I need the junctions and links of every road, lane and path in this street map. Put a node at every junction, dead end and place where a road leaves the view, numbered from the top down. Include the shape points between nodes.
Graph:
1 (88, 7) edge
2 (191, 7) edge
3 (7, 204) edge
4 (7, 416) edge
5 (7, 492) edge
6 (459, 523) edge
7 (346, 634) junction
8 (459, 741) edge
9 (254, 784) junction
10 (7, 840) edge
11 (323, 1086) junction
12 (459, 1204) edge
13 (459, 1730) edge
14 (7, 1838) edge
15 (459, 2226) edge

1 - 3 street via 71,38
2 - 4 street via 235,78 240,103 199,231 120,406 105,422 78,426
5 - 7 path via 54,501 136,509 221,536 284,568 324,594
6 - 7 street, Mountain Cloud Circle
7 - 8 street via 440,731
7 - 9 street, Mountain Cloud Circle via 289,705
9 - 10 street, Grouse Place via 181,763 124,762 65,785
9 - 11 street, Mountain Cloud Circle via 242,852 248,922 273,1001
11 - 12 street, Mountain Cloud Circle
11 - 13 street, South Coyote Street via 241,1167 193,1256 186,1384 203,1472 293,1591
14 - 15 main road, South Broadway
------------------------------------------------
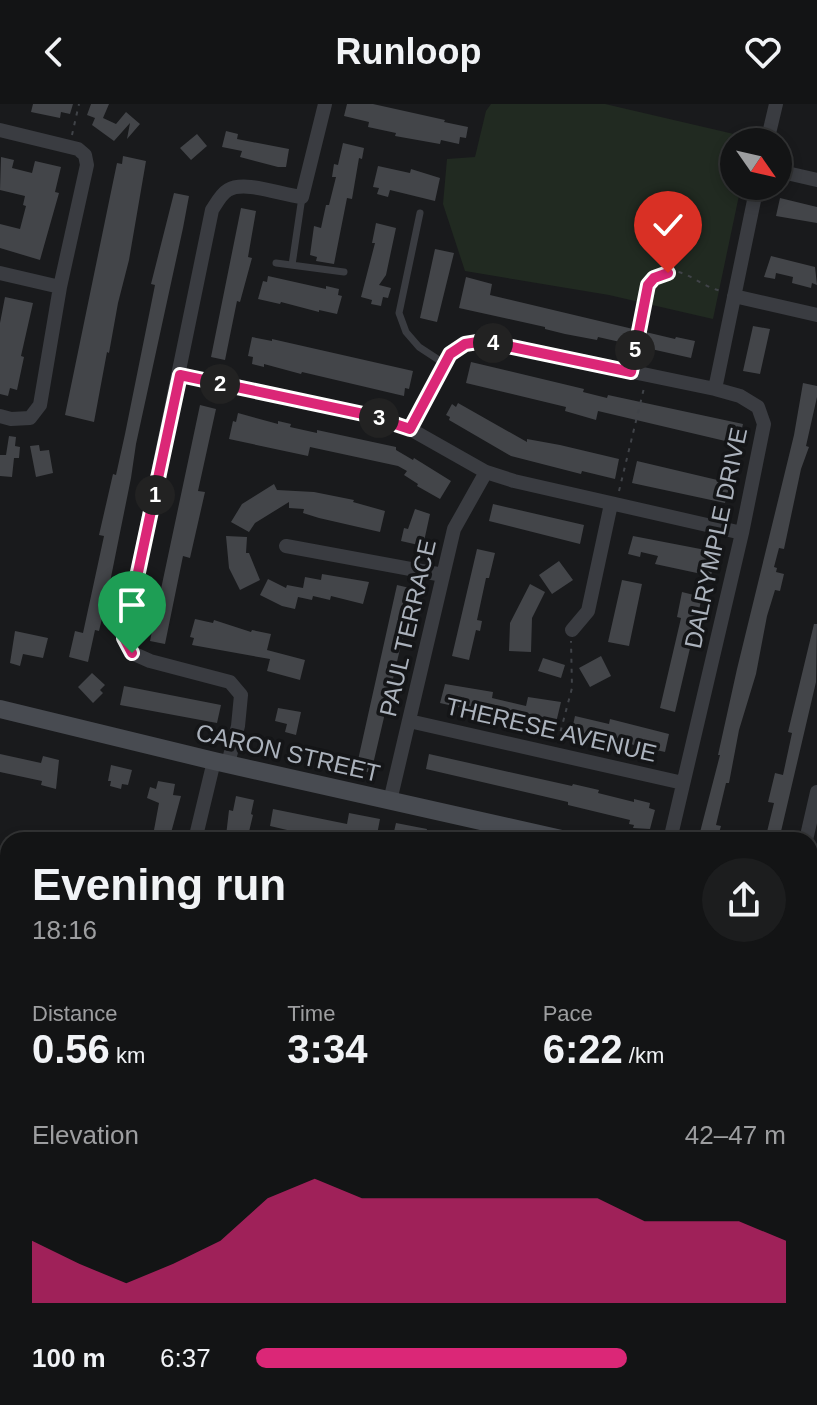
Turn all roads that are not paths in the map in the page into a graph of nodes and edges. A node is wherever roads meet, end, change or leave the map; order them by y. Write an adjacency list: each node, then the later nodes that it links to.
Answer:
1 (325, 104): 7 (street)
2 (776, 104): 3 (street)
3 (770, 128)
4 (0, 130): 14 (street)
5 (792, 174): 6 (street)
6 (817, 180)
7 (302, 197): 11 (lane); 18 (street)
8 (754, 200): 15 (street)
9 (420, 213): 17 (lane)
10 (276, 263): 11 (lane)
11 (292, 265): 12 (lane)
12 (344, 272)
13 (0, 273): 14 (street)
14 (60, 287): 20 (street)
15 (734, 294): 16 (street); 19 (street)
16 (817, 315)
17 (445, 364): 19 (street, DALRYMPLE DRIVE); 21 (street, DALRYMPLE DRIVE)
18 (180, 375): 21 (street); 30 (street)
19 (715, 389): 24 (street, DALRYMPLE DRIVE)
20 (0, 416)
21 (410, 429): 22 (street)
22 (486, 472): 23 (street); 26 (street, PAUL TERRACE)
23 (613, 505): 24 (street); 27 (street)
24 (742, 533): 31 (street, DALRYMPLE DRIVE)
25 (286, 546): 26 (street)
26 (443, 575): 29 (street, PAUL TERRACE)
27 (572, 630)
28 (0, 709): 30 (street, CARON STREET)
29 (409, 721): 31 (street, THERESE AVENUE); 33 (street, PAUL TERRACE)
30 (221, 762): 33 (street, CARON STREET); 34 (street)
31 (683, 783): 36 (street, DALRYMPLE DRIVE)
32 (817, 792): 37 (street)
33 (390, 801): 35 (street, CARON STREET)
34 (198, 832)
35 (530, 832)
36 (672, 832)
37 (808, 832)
------------------------------------------------
Copy each line from the records above that includes the string "nodes".

I need the junctions and links of every road, lane and path in this street map. Put a node at every junction, dead end and place where a road leaves the view, numbered from the top down. Include the shape points between nodes.
Turn all roads that are not paths in the map in the page into a graph of nodes and edges. A node is wherever roads meet, end, change or leave the map; order them by y. Write an adjacency list: each node, then the later nodes that it links to.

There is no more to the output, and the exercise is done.